### Aim of the exercise
The result should be every line in the material below containing the string "Glider".

### Input
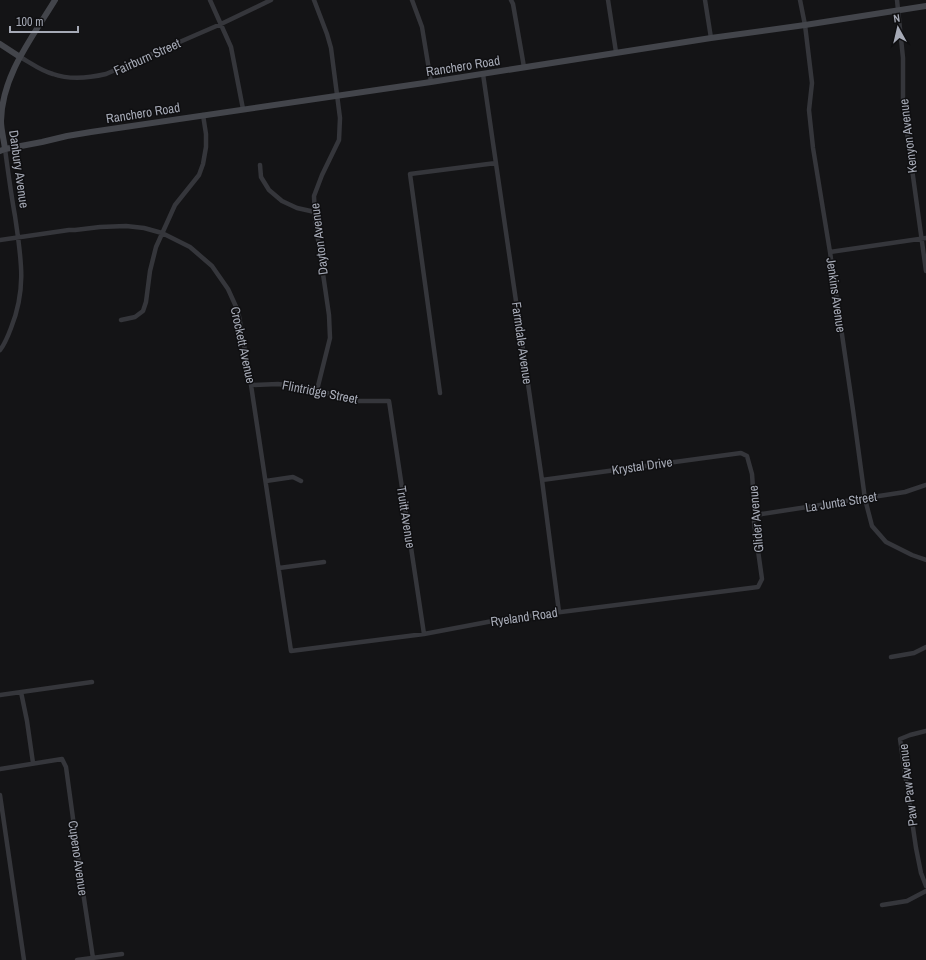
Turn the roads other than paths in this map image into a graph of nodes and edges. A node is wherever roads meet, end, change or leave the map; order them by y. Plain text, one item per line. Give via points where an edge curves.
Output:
1 (55, 0) edge
2 (210, 0) edge
3 (271, 0) edge
4 (314, 0) edge
5 (412, 0) edge
6 (511, 0) edge
7 (608, 0) edge
8 (705, 0) edge
9 (800, 0) edge
10 (897, 0) edge
11 (926, 6) edge
12 (899, 10) junction
13 (221, 24) junction
14 (805, 25) junction
15 (710, 38) junction
16 (0, 44) edge
17 (616, 52) junction
18 (20, 56) junction
19 (524, 67) junction
20 (483, 74) junction
21 (431, 82) junction
22 (337, 96) junction
23 (243, 109) junction
24 (203, 115) junction
25 (2, 149) edge
26 (496, 163) junction
27 (260, 165) dead end
28 (315, 212) junction
29 (162, 233) junction
30 (18, 238) junction
31 (924, 238) edge
32 (0, 240) edge
33 (830, 252) junction
34 (926, 271) edge
35 (121, 320) dead end
36 (0, 350) edge
37 (251, 385) junction
38 (317, 390) junction
39 (440, 393) dead end
40 (389, 401) joint
41 (741, 453) joint
42 (542, 480) junction
43 (266, 481) junction
44 (301, 481) dead end
45 (926, 485) edge
46 (865, 498) junction
47 (755, 515) junction
48 (926, 560) edge
49 (324, 562) dead end
50 (279, 568) junction
51 (758, 587) joint
52 (559, 612) junction
53 (424, 634) junction
54 (926, 647) edge
55 (291, 651) joint
56 (891, 657) dead end
57 (92, 682) dead end
58 (21, 692) junction
59 (0, 695) edge
60 (926, 731) edge
61 (33, 763) junction
62 (0, 768) edge
63 (0, 795) edge
64 (926, 886) edge
65 (926, 891) edge
66 (882, 905) dead end
67 (122, 954) dead end
68 (93, 958) junction
69 (24, 960) edge
70 (77, 960) edge

1 - 18 main road, Danbury Avenue
2 - 13 street
3 - 13 street, Fairburn Street
4 - 22 street, Dayton Avenue via 328,34
5 - 21 street via 422,27
6 - 19 street
7 - 17 street
8 - 15 street
9 - 14 street, Jenkins Avenue
10 - 12 street, Kenyon Avenue
11 - 12 main road, Ranchero Road
12 - 14 main road, Ranchero Road
12 - 31 street, Kenyon Avenue via 904,58 903,102
13 - 18 street, Fairburn Street via 116,71 97,76 76,78 53,74
13 - 23 street via 231,47
14 - 15 main road, Ranchero Road
14 - 33 street, Jenkins Avenue via 812,83 808,110
15 - 17 main road, Ranchero Road
16 - 18 main road
17 - 19 main road, Ranchero Road
18 - 25 main road, Danbury Avenue via 4,96 1,122
19 - 20 main road, Ranchero Road
20 - 21 main road, Ranchero Road
20 - 26 street, Farmdale Avenue
21 - 22 main road, Ranchero Road
22 - 23 main road, Ranchero Road
22 - 28 street, Dayton Avenue via 339,140 314,196
23 - 24 main road, Ranchero Road
24 - 25 main road, Ranchero Road
24 - 29 street via 206,147 203,164 199,175 175,206
25 - 30 street, Danbury Avenue
26 - 39 street via 410,174
26 - 42 street, Farmdale Avenue
27 - 28 street via 262,177 269,190 282,201
28 - 38 street, Dayton Avenue via 330,338
29 - 30 street, Crockett Avenue via 126,226 69,230
29 - 35 street via 150,271 143,311 135,317
29 - 37 street, Crockett Avenue via 190,247 212,266 228,289 238,311
30 - 32 street, Crockett Avenue
30 - 36 street, Danbury Avenue via 22,279 20,300 15,319
31 - 33 street
31 - 34 street, Kenyon Avenue
33 - 46 street, Jenkins Avenue
37 - 38 street, Flintridge Street via 278,384
37 - 43 street, Crockett Avenue
38 - 40 street, Flintridge Street via 352,401
40 - 53 street, Truitt Avenue
41 - 42 street, Krystal Drive
41 - 47 street, Glider Avenue via 747,456 752,474
42 - 52 street, Farmdale Avenue
43 - 44 street via 293,477
43 - 50 street, Crockett Avenue
45 - 46 street, La Junta Street via 905,492
46 - 47 street, La Junta Street
46 - 48 street, Jenkins Avenue via 872,526 886,542
47 - 51 street, Glider Avenue via 762,579
49 - 50 street
50 - 55 street, Crockett Avenue
51 - 52 street, Ryeland Road
52 - 53 street, Ryeland Road
53 - 55 street, Ryeland Road
54 - 56 street via 914,653
57 - 58 street
58 - 59 street
58 - 61 street
60 - 64 street, Paw Paw Avenue via 900,739 916,848
61 - 62 street
61 - 68 street, Cupeno Avenue via 62,759 66,767
63 - 69 street
65 - 66 street via 907,901
67 - 68 street
68 - 70 street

### Task response
41 - 47 street, Glider Avenue via 747,456 752,474
47 - 51 street, Glider Avenue via 762,579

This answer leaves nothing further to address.